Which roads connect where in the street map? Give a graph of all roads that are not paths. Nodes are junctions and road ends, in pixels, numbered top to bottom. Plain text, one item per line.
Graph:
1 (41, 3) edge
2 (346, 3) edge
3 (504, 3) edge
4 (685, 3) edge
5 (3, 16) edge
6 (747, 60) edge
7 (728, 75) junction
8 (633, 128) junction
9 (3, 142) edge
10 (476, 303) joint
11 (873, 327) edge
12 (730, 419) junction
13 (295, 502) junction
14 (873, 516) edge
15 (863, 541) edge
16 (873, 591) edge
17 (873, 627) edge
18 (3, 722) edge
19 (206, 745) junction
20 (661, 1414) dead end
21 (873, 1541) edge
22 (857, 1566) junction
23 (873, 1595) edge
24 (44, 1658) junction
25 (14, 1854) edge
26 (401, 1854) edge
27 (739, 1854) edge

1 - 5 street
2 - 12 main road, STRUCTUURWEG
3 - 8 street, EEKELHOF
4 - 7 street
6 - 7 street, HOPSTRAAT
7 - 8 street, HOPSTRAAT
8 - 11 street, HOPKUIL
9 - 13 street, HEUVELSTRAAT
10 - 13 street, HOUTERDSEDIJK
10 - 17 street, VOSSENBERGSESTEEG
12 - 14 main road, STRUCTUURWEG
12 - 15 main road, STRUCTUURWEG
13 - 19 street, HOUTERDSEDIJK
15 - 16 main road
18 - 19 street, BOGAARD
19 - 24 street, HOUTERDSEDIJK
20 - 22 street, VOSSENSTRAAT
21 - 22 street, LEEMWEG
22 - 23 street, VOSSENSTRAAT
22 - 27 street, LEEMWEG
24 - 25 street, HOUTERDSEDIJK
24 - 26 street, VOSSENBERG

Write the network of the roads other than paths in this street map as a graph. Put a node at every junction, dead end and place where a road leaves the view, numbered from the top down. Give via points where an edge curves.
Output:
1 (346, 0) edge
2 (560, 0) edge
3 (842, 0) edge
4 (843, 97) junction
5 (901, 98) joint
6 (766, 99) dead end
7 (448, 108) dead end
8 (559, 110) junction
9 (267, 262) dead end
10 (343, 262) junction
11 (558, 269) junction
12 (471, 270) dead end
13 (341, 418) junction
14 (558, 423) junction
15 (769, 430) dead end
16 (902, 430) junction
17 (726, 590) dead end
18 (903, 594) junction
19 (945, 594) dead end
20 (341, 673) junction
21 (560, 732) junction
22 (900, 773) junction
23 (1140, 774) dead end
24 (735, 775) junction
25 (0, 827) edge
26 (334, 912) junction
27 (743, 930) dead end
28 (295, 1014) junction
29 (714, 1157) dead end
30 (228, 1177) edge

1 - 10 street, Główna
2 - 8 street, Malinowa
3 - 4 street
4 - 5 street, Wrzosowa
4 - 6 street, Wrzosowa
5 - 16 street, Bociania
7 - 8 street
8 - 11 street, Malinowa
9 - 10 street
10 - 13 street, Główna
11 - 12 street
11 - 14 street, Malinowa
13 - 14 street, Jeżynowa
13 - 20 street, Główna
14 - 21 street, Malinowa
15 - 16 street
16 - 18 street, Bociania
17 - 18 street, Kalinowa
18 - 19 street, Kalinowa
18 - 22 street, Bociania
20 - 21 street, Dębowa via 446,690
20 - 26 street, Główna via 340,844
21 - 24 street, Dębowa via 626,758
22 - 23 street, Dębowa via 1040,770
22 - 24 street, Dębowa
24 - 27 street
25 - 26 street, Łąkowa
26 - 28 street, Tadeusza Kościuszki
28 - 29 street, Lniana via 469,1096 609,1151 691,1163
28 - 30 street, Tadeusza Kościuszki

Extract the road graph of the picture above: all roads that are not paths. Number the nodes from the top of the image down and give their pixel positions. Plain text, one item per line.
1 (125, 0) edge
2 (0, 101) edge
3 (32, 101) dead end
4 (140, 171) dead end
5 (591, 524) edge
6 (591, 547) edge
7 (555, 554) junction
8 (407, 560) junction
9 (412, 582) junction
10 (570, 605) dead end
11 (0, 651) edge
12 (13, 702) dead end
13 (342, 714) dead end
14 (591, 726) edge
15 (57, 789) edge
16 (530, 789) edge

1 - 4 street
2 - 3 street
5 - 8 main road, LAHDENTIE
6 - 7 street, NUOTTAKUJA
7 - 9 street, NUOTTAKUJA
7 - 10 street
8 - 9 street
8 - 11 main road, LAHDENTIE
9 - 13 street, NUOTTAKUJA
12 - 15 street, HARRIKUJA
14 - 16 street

———

## Instructions to follow
All lines that include the word "where" must be copied from the material above.

## Task response
Which roads connect where in the street map? Give a graph of all roads that are not paths. Nodes are junctions and road ends, in pixels, numbered top to bottom. Plain text, one item per line.
Write the network of the roads other than paths in this street map as a graph. Put a node at every junction, dead end and place where a road leaves the view, numbered from the top down. Give via points where an edge curves.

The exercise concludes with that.